_Dataset entries_
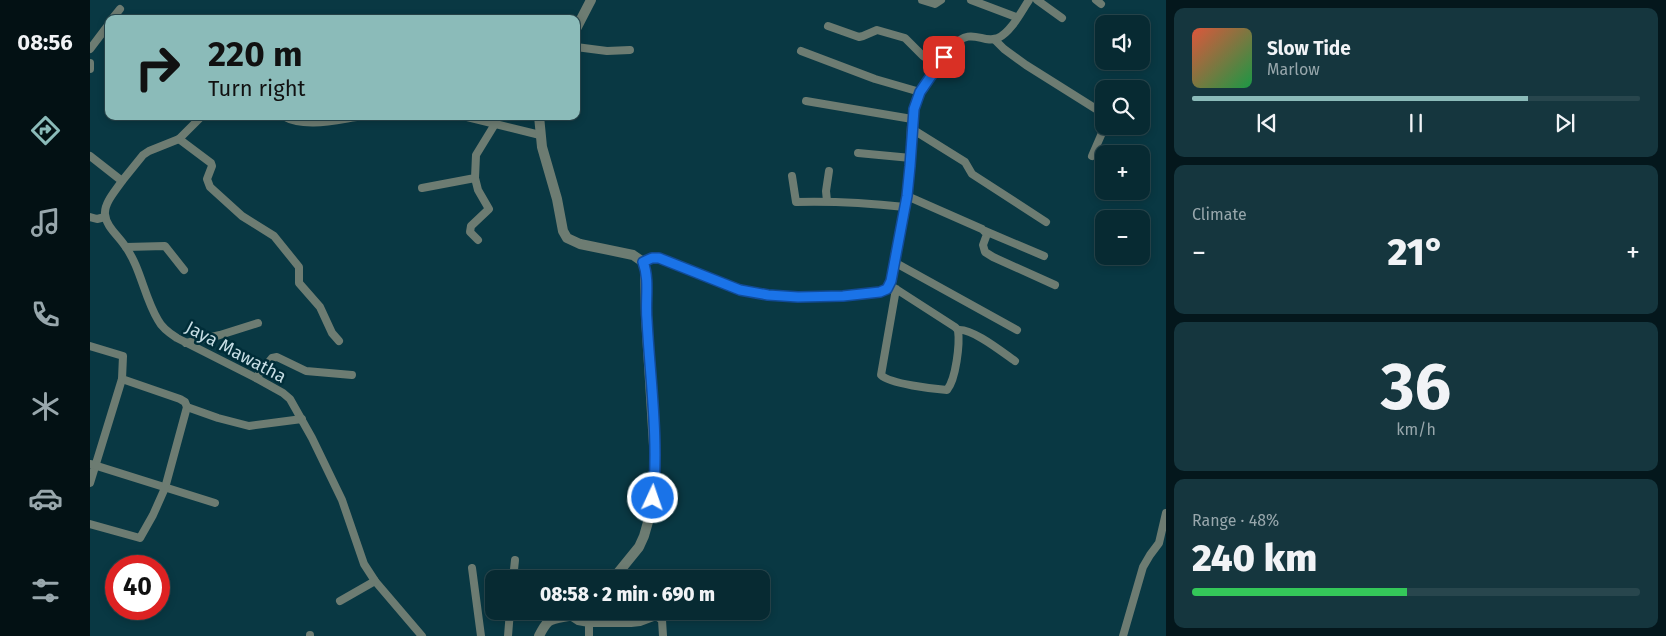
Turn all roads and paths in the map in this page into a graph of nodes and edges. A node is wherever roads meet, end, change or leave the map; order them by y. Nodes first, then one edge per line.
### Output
1 (591, 0) edge
2 (922, 0) edge
3 (941, 0) edge
4 (971, 0) edge
5 (1029, 0) edge
6 (1037, 0) edge
7 (120, 9) dead end
8 (115, 15) edge
9 (1016, 17) junction
10 (1062, 18) dead end
11 (580, 21) edge
12 (828, 26) dead end
13 (105, 29) edge
14 (994, 39) junction
15 (580, 48) edge
16 (90, 49) edge
17 (630, 50) dead end
18 (801, 51) dead end
19 (90, 63) edge
20 (938, 66) junction
21 (90, 69) edge
22 (920, 92) junction
23 (806, 100) dead end
24 (1095, 108) edge
25 (912, 119) junction
26 (198, 120) edge
27 (293, 120) edge
28 (332, 120) edge
29 (479, 120) edge
30 (539, 120) edge
31 (495, 124) junction
32 (912, 129) junction
33 (540, 135) junction
34 (1101, 135) edge
35 (179, 139) junction
36 (858, 153) dead end
37 (90, 156) edge
38 (1092, 156) dead end
39 (911, 158) junction
40 (829, 171) dead end
41 (792, 176) dead end
42 (475, 178) junction
43 (122, 181) junction
44 (422, 188) dead end
45 (907, 196) junction
46 (827, 201) junction
47 (905, 207) junction
48 (90, 217) edge
49 (105, 217) junction
50 (1046, 222) dead end
51 (985, 232) junction
52 (478, 240) dead end
53 (126, 247) junction
54 (1044, 256) dead end
55 (643, 262) junction
56 (894, 262) junction
57 (184, 270) dead end
58 (1055, 285) dead end
59 (893, 287) junction
60 (258, 323) dead end
61 (958, 330) junction
62 (1017, 330) dead end
63 (339, 341) dead end
64 (186, 343) junction
65 (90, 346) edge
66 (1015, 360) dead end
67 (352, 375) dead end
68 (256, 378) junction
69 (122, 379) junction
70 (187, 407) junction
71 (302, 419) junction
72 (92, 465) edge
73 (90, 483) edge
74 (165, 488) junction
75 (215, 504) dead end
76 (1166, 513) edge
77 (90, 524) edge
78 (515, 560) dead end
79 (472, 568) dead end
80 (514, 570) edge
81 (620, 570) edge
82 (375, 581) junction
83 (340, 601) dead end
84 (509, 620) edge
85 (551, 620) edge
86 (576, 620) edge
87 (589, 623) junction
88 (422, 636) edge
89 (481, 636) edge
90 (508, 636) edge
91 (538, 636) edge
92 (589, 636) edge
93 (663, 636) edge
94 (1124, 636) edge

1 - 11 street
2 - 3 street
4 - 9 street
5 - 9 street
6 - 10 street
7 - 8 street
9 - 14 street
12 - 20 street
13 - 16 street
14 - 20 street
14 - 24 street
15 - 17 street
18 - 22 street
19 - 21 street
20 - 22 street
22 - 25 street
23 - 25 street
25 - 32 street
26 - 35 street
27 - 28 street
29 - 31 street
30 - 33 street
31 - 33 street
31 - 42 street
32 - 39 street
32 - 50 street
33 - 55 street
34 - 38 street
35 - 43 street
35 - 63 street
36 - 39 street
37 - 43 street
39 - 45 street
40 - 46 street
41 - 46 street
42 - 44 street
42 - 52 street
43 - 49 street
45 - 47 street
45 - 51 street
46 - 47 street
47 - 56 street
48 - 49 street
49 - 53 street, Jaya Mawatha
51 - 54 street
51 - 58 street
53 - 57 street
53 - 64 street, Jaya Mawatha
55 - 59 street
55 - 81 street
56 - 59 street
56 - 62 street
59 - 61 street
59 - 61 street
60 - 64 street
61 - 66 street
64 - 68 street, Jaya Mawatha
65 - 69 street
67 - 68 street
68 - 71 street, Jaya Mawatha
69 - 70 street
69 - 72 street
70 - 71 street
70 - 74 street
71 - 82 street, Jaya Mawatha
72 - 73 street
72 - 74 street
74 - 75 street
74 - 77 street
76 - 94 street
78 - 80 street
79 - 89 street
82 - 83 street
82 - 88 street, Jaya Mawatha
84 - 90 street
85 - 91 street
86 - 87 street
87 - 92 street
87 - 93 street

_Your instructions_
Your task is to repeat the records exactly. Images do not belong in the copy.

_Written answer_
Turn all roads and paths in the map in this page into a graph of nodes and edges. A node is wherever roads meet, end, change or leave the map; order them by y. Nodes first, then one edge per line.
### Output
1 (591, 0) edge
2 (922, 0) edge
3 (941, 0) edge
4 (971, 0) edge
5 (1029, 0) edge
6 (1037, 0) edge
7 (120, 9) dead end
8 (115, 15) edge
9 (1016, 17) junction
10 (1062, 18) dead end
11 (580, 21) edge
12 (828, 26) dead end
13 (105, 29) edge
14 (994, 39) junction
15 (580, 48) edge
16 (90, 49) edge
17 (630, 50) dead end
18 (801, 51) dead end
19 (90, 63) edge
20 (938, 66) junction
21 (90, 69) edge
22 (920, 92) junction
23 (806, 100) dead end
24 (1095, 108) edge
25 (912, 119) junction
26 (198, 120) edge
27 (293, 120) edge
28 (332, 120) edge
29 (479, 120) edge
30 (539, 120) edge
31 (495, 124) junction
32 (912, 129) junction
33 (540, 135) junction
34 (1101, 135) edge
35 (179, 139) junction
36 (858, 153) dead end
37 (90, 156) edge
38 (1092, 156) dead end
39 (911, 158) junction
40 (829, 171) dead end
41 (792, 176) dead end
42 (475, 178) junction
43 (122, 181) junction
44 (422, 188) dead end
45 (907, 196) junction
46 (827, 201) junction
47 (905, 207) junction
48 (90, 217) edge
49 (105, 217) junction
50 (1046, 222) dead end
51 (985, 232) junction
52 (478, 240) dead end
53 (126, 247) junction
54 (1044, 256) dead end
55 (643, 262) junction
56 (894, 262) junction
57 (184, 270) dead end
58 (1055, 285) dead end
59 (893, 287) junction
60 (258, 323) dead end
61 (958, 330) junction
62 (1017, 330) dead end
63 (339, 341) dead end
64 (186, 343) junction
65 (90, 346) edge
66 (1015, 360) dead end
67 (352, 375) dead end
68 (256, 378) junction
69 (122, 379) junction
70 (187, 407) junction
71 (302, 419) junction
72 (92, 465) edge
73 (90, 483) edge
74 (165, 488) junction
75 (215, 504) dead end
76 (1166, 513) edge
77 (90, 524) edge
78 (515, 560) dead end
79 (472, 568) dead end
80 (514, 570) edge
81 (620, 570) edge
82 (375, 581) junction
83 (340, 601) dead end
84 (509, 620) edge
85 (551, 620) edge
86 (576, 620) edge
87 (589, 623) junction
88 (422, 636) edge
89 (481, 636) edge
90 (508, 636) edge
91 (538, 636) edge
92 (589, 636) edge
93 (663, 636) edge
94 (1124, 636) edge

1 - 11 street
2 - 3 street
4 - 9 street
5 - 9 street
6 - 10 street
7 - 8 street
9 - 14 street
12 - 20 street
13 - 16 street
14 - 20 street
14 - 24 street
15 - 17 street
18 - 22 street
19 - 21 street
20 - 22 street
22 - 25 street
23 - 25 street
25 - 32 street
26 - 35 street
27 - 28 street
29 - 31 street
30 - 33 street
31 - 33 street
31 - 42 street
32 - 39 street
32 - 50 street
33 - 55 street
34 - 38 street
35 - 43 street
35 - 63 street
36 - 39 street
37 - 43 street
39 - 45 street
40 - 46 street
41 - 46 street
42 - 44 street
42 - 52 street
43 - 49 street
45 - 47 street
45 - 51 street
46 - 47 street
47 - 56 street
48 - 49 street
49 - 53 street, Jaya Mawatha
51 - 54 street
51 - 58 street
53 - 57 street
53 - 64 street, Jaya Mawatha
55 - 59 street
55 - 81 street
56 - 59 street
56 - 62 street
59 - 61 street
59 - 61 street
60 - 64 street
61 - 66 street
64 - 68 street, Jaya Mawatha
65 - 69 street
67 - 68 street
68 - 71 street, Jaya Mawatha
69 - 70 street
69 - 72 street
70 - 71 street
70 - 74 street
71 - 82 street, Jaya Mawatha
72 - 73 street
72 - 74 street
74 - 75 street
74 - 77 street
76 - 94 street
78 - 80 street
79 - 89 street
82 - 83 street
82 - 88 street, Jaya Mawatha
84 - 90 street
85 - 91 street
86 - 87 street
87 - 92 street
87 - 93 street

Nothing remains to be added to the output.